For a more traditional bit of controlled mischief, try Dino’s Lounge. Its billed as “The Last Neighborhood Bar in Las Vegas,” although that may be more about the city limits a half-block away. The bar dates to 1960 and is named after owner Dean “Dino” Bartolo, and sadly not the other Dino. It does somehow retain some of the free spirited character of the era, attracting colorfully seedy and retro cool locals and the occasional clued-in out-of-towner.
Dino’s is the kind of place you’d expect the ghost of John Belushi to run up a tab. Locals and staff know each other here, giving it more of that 100-proof “family” vibe. A biker friendly establishment, motorcycle swap meets are held monthly (1516 Las Vegas Blvd S; 702-382-3894).
A throttle or two away from Dino’s is Hogs & Heifers, a kind of old-school, friendly neighborhood biker bar where scantily leathered bartenders shake their booty on top of the bar between pours. Although far off the glitzy path, motorcyclists have honed in on the downtown Vegas hangout, not far from the semi-seedy Fremont Street Experience.

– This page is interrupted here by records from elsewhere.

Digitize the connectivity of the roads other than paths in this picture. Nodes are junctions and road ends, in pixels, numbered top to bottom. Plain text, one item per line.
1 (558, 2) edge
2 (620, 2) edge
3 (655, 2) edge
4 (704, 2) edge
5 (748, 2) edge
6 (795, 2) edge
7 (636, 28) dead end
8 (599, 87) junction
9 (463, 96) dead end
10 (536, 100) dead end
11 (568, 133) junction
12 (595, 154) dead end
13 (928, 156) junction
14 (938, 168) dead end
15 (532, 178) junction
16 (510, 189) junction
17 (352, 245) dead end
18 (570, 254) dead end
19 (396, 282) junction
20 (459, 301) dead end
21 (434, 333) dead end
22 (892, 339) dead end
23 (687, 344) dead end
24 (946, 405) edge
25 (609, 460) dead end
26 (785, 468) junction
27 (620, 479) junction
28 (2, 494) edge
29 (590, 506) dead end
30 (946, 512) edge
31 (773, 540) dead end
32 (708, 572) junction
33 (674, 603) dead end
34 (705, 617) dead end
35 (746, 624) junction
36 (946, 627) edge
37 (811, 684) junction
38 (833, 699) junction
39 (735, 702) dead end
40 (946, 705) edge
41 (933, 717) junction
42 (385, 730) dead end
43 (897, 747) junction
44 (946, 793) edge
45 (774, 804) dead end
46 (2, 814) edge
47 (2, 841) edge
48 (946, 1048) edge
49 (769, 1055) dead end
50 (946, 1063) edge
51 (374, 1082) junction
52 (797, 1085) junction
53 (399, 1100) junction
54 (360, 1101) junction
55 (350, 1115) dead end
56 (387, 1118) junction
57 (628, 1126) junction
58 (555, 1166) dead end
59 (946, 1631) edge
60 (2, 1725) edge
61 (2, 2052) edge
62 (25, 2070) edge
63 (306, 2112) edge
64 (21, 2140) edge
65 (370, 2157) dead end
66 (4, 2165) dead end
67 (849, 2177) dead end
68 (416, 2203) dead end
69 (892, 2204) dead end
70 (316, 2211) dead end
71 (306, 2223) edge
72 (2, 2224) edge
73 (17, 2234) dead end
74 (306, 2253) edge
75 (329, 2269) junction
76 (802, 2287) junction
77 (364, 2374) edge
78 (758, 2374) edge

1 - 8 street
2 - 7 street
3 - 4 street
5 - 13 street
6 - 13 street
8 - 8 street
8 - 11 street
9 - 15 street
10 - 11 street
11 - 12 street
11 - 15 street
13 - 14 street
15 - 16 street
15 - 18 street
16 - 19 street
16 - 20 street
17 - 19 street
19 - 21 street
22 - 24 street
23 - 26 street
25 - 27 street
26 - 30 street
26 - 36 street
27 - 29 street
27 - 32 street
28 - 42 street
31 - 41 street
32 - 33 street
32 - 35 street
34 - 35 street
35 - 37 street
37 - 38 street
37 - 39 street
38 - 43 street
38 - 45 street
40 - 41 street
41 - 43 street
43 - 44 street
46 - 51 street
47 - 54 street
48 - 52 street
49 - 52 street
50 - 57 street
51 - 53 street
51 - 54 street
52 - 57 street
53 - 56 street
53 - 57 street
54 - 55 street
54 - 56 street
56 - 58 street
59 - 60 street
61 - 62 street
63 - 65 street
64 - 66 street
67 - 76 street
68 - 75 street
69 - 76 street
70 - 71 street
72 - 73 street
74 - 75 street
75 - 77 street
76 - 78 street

Hogs & Heifers Las Vegas is a fair remake of the original bar still serving suits, bikers and assorted scalawags in New York City. The name is a play on its location in the city’s old Meat Packing District, now a high-rent area—except for this lone hold-out.
The Vegas version is bigger and has a stage, but not quite as many dusty bras talked off saucy patrons and nailed to wall and rafter. It does, however, stay true to the unbridled, shut-up-and-party attitude of its predecessor.
On weekend nights, row after row of motorcycles line up outside, making Hogs & Heifers perhaps the premier bike and biker ogling juke joint in town www.hogsandheifers.com; 201 North 3rd St.; 702-676-1457).
Local motorcycle clubs and dealerships also host parties, bike washes, bikini and wet T-shirt contests, all of which pull in bikes like an atomic magnet. If sweet rides are what you crave, there’s plenty of candy for everybody.